In two recently released Notices, the Internal Revenue Service (IRS) relaxes the irrevocability rule under Internal Revenue Code section 125 relating to cafeteria plans, increases carryover allowances for health flexible spending accounts (health FSAs), extends the period of time to […]


In two recently released Notices, the Internal Revenue Service (IRS) relaxes the irrevocability rule under Internal Revenue Code section 125 relating to cafeteria plans, increases carryover allowances for health flexible spending accounts (health FSAs), extends the period of time to “spend down” unused health FSA and dependent care FSA amounts, and expands previous guidance to provide that certain covered services will not affect high deductible health plan (HDHP) status… retroactive to January 1, 2020.

See: 

IRS Notice 2020-33 

IRS Notice 2020-29 

Section 125 Plan participants have found themselves in difficult situations as they had elected certain health and dependent care FSA amounts to use during 2020 only to find that certain medical procedures were delayed or canceled and that day care facilities were closed due to COVID-19. Moreover, group health plans are changing based on certain new coverage requirements, incomes are dropping, and layoffs are occurring. Employees are finding themselves in a position where they can no longer afford such coverage; however, IRS procedures in many of these situations would not support mid-year election changes. These are just a few examples of election issues currently occurring.

The IRS, therefore, is relaxing the typical rigid Section 125 rules. However, in order to take advantage of this leniency, employers must amend their Section 125 cafeteria plans.

Section 125 Irrevocability Rules Relaxed

Once an election is made under a Section 125 cafeteria plan, that election is irrevocable for the entire plan year, unless (1) one of the mid-year qualifying change in election events occurs as set forth in Treas. Reg. 1.125-4; and (2) the employer’s cafeteria plan incorporates the mid-year change rule.

However, IRS Notice 2020-29 relaxes these rules during calendar year 2020 relating to employer-sponsored health coverage, health FSAs, and dependent care FSAs, and the relief may be applied retroactively to periods on or after January 1, 2020.  These changes apply regardless of whether the basis for the election change meets the Treas. Reg. 1.125-4 requirements. A plan amendment is required.  

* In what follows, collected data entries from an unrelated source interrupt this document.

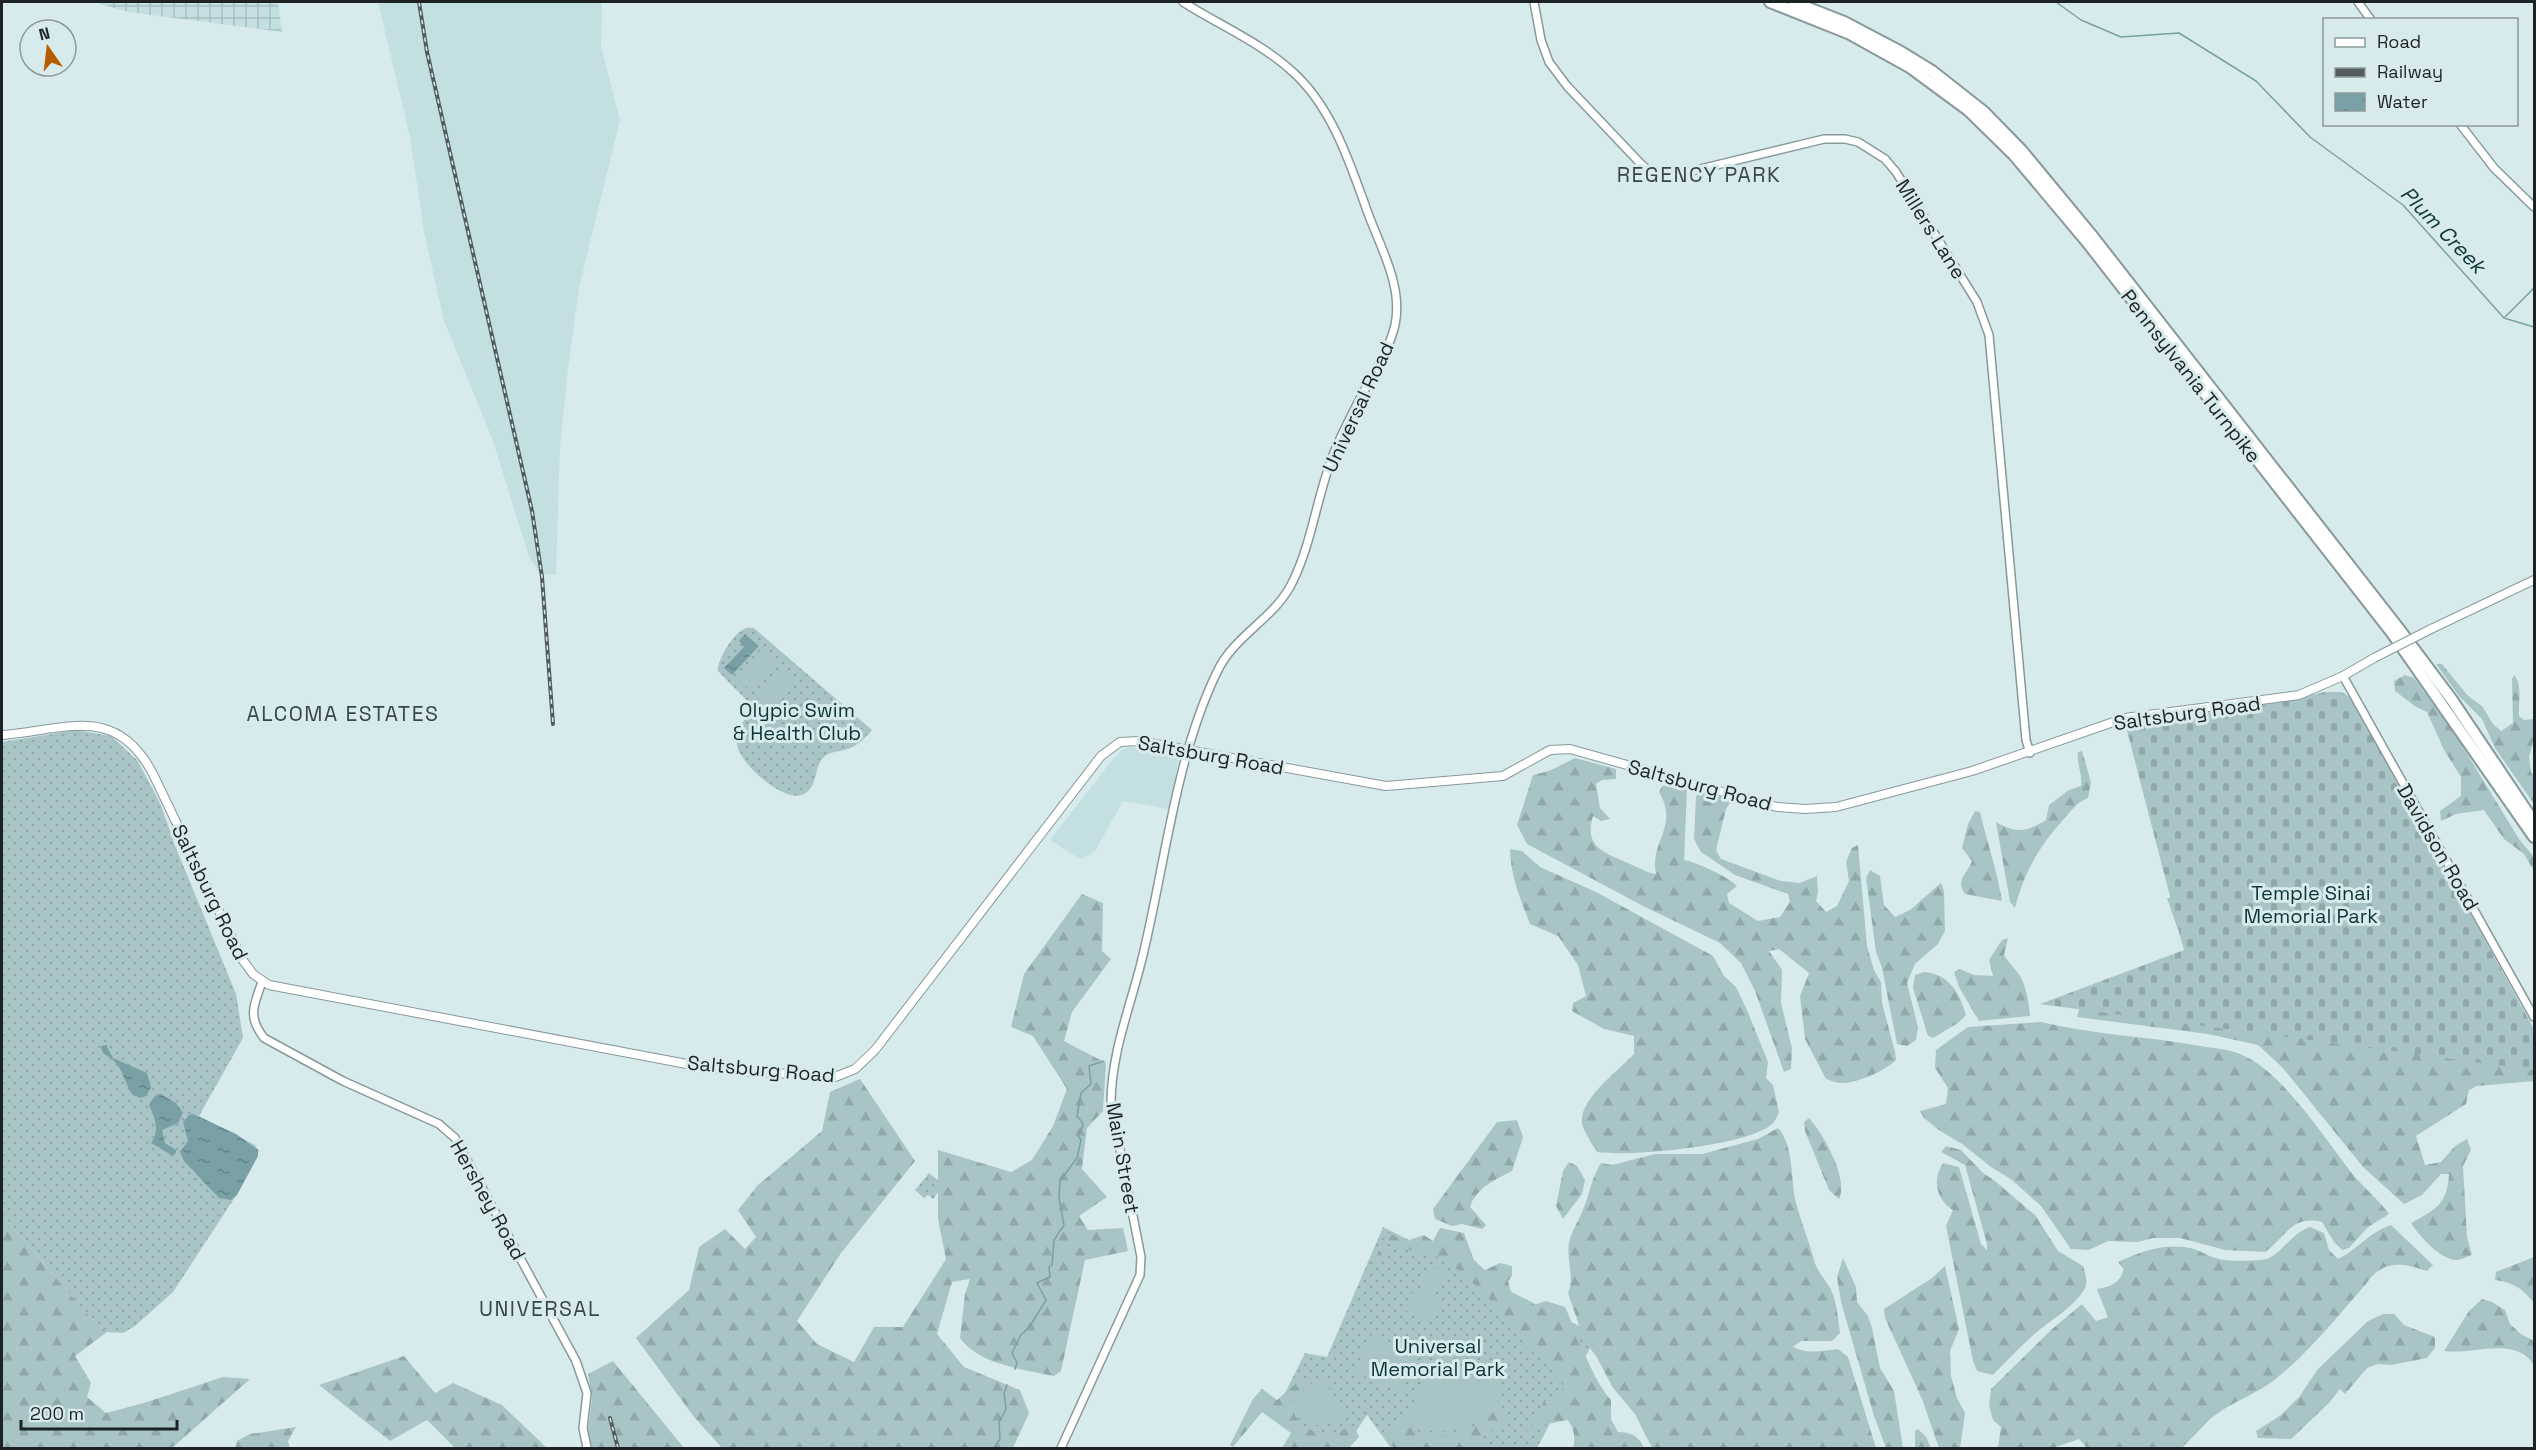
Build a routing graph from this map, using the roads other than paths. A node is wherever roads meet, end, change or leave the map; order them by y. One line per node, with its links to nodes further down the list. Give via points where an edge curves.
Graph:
1 (1183, 2): 12 (street, Universal Road, via 1284,64 1314,97 1346,154 1393,281 1396,305 1390,342 1331,458 1294,581 1275,608 1223,660)
2 (1534, 2): 13 (street, Millers Lane, via 1549,62 1567,86 1654,175 1671,176 1836,138 1858,142 1874,151 1896,172 1977,302 1989,335 2013,612)
3 (1770, 2): 15 (highway, Pennsylvania Turnpike, via 1848,33 1911,68 1968,110 2014,154 2392,633)
4 (1793, 2): 14 (highway, Pennsylvania Turnpike, via 1865,32 1932,72 1984,112 2022,151 2399,628)
5 (2358, 2): 6 (street)
6 (2370, 18)
7 (2462, 126): 8 (street, via 2494,168)
8 (2535, 207)
9 (2535, 580): 10 (main road, Saltsburg Road, bridge)
10 (2343, 676): 13 (main road, Saltsburg Road, via 2313,690 2278,699 2125,718); 17 (street, Davidson Road)
11 (2, 735): 16 (main road, Saltsburg Road, via 88,725 113,731 135,746 154,776 243,959)
12 (1187, 750): 13 (main road, Saltsburg Road, via 1369,785 1398,787 1503,776 1550,750 1570,749 1777,807 1805,809 1836,807 1887,795); 16 (main road, Saltsburg Road, via 1127,740 1107,750 874,1050 855,1069 841,1076 692,1065); 19 (street, Main Street, via 1141,963 1111,1079 1111,1104 1141,1257 1140,1275)
13 (2030, 753)
14 (2535, 822)
15 (2535, 837)
16 (262, 982): 18 (street, Hershey Road, via 253,1018 264,1038 343,1081 438,1124 455,1138 576,1361 587,1393 583,1428)
17 (2535, 1017)
18 (587, 1449)
19 (1061, 1449)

Specifically, Notice 2020-29 provides as follows:

  • For mid-year elections made during calendar year 2020, a section 125 cafeteria plan may permit employees who are eligible to make salary reduction contributions under the plan to:
    • with respect to employer-sponsored health coverage, 
      • make a new election on a prospective basis, if the employee initially declined to elect employer-sponsored health coverage; 
      • revoke an existing election and make a new election to enroll in different health coverage sponsored by the same employer on a prospective basis, including changing from self-only to family coverage; and 
      • revoke an existing election on a prospective basis, provided that the employee attests in writing that the employee is enrolled, or immediately will enroll, in other health coverage not sponsored by the employer; sample attestation language is provided in the Notice;
    • revoke an election, make a new election, or decrease or increase an existing election applicable to a health FSA on a prospective basis; and 
    • revoke an election, make a new election, or decrease or increase an existing election regarding a dependent care FSA on a prospective basis.

An employer does not need to adopt these more lenient rules and can continue with its current plan procedures. However, given that they could help a number of employees, it is something to consider.

Increase in Carryovers to Health FSAs

If an employer’s cafeteria plan has a health FSA with a carryover provision, another allowable change is permitted. IRS Notice 2020-33 allows, upon plan amendment, for the 2020 plan year carryover to be increased to $550. Previously, only a $500 carryover was allowed. And if the plan is amended correctly, the $550 will likely increase in future years. Please note that this is not for any plan years which started in 2019 and ended in 2020… that carryover remains $500.  

Specifically, IRS Notice 2020-33 increases the maximum carryover amount for plan years starting in 2020 to an amount equal to 20% of the maximum Section 125(i) salary reduction contribution for that plan year. Therefore, the maximum amount allowed to be carried over from a plan year starting in 2020 to the immediately following plan year beginning in 2021 is $550 (20% of $2,750). A plan amendment must be made on or before the last day of the plan year that adopts the carryover increase; however, a special amendment timing rule exists for the 2020 plan year under Notice 2020-29.

Moreover, for the remainder of 2020, employees are permitted to change their elections mid-year in order to increase their health FSA (including an initial election to fund a health FSA) due to the increased carryover under Notice 2020-29.  However, these changes must be applied prospectively only. 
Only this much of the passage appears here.